*** Exercise material Section Begins ***

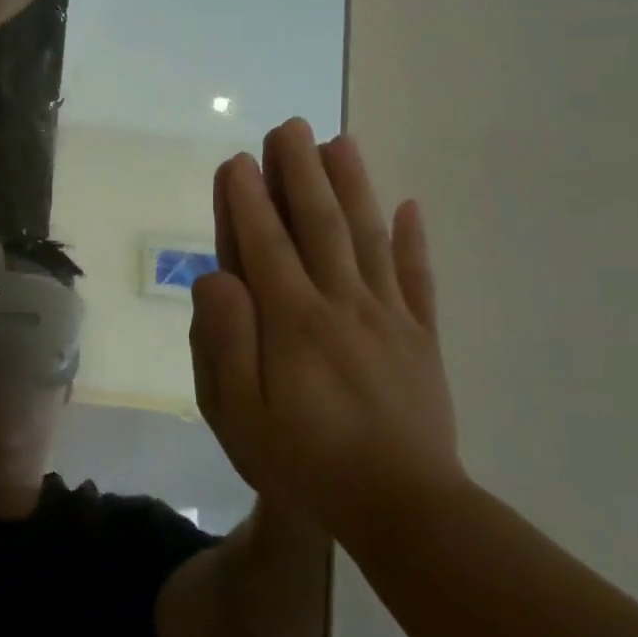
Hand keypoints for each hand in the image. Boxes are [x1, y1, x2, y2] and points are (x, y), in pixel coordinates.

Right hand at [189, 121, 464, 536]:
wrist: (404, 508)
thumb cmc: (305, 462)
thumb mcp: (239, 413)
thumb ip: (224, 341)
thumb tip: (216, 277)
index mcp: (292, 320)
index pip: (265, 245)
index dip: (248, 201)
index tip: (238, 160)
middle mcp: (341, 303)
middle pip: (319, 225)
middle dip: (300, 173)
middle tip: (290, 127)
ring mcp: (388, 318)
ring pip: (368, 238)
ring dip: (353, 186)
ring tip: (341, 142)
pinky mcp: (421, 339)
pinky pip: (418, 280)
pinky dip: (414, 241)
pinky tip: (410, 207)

*** Exercise material Section Ends ***
*** Exercise material Section Begins ***

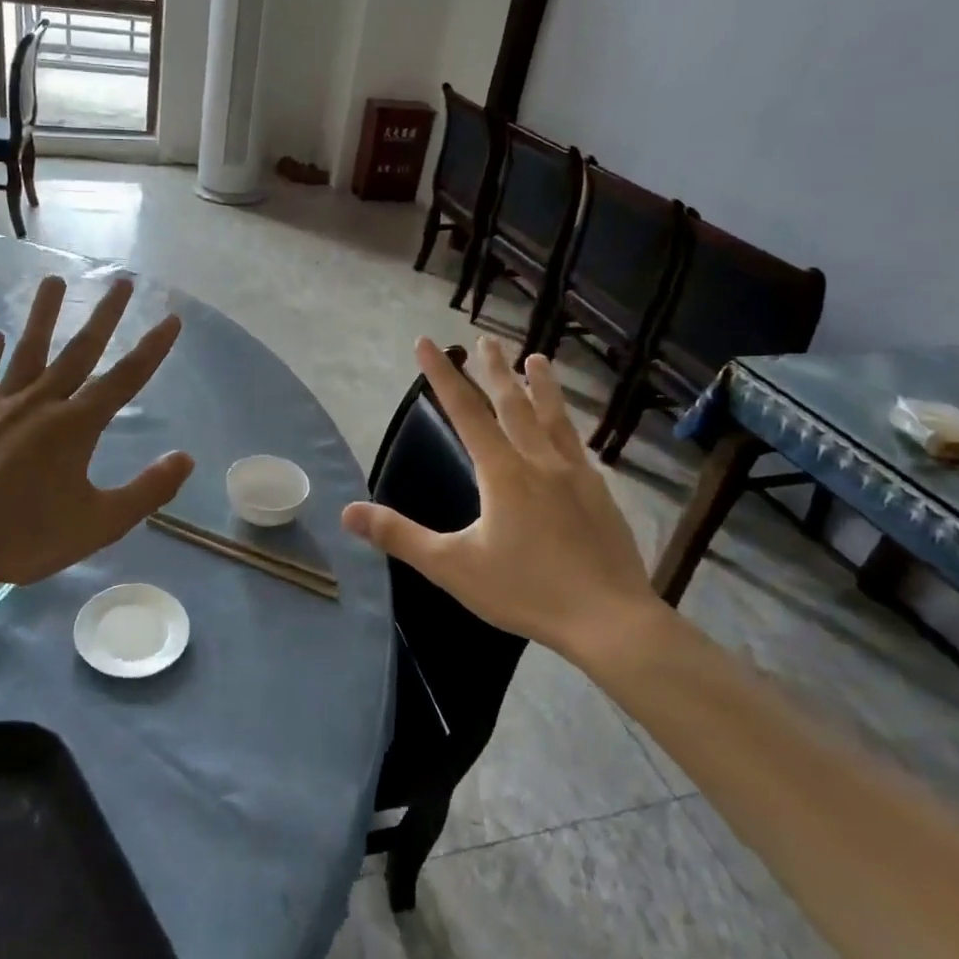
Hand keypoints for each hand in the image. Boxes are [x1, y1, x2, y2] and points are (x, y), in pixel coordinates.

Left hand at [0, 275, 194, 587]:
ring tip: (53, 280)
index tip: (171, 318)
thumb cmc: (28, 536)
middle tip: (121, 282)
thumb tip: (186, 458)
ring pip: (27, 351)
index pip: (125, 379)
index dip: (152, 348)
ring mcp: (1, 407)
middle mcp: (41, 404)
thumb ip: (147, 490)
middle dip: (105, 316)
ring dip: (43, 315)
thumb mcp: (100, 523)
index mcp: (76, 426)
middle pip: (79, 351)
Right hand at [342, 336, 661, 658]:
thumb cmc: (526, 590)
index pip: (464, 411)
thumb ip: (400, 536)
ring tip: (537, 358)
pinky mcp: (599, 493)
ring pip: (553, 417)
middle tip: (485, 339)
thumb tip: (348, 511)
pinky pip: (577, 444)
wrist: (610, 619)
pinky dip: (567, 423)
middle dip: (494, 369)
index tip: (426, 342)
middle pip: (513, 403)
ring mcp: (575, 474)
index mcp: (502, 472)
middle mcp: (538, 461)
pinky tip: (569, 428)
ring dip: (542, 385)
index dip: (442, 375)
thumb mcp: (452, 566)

*** Exercise material Section Ends ***

• Task requirements: Could you restate, word for word, the lines above from the one with "index mcp: (502, 472)" to the one with "thumb mcp: (452, 566)", both included?

• Solution for this exercise:
index mcp: (502, 472)
middle mcp: (538, 461)
pinky tip: (569, 428)
ring dip: (542, 385)
index dip: (442, 375)
thumb mcp: (452, 566)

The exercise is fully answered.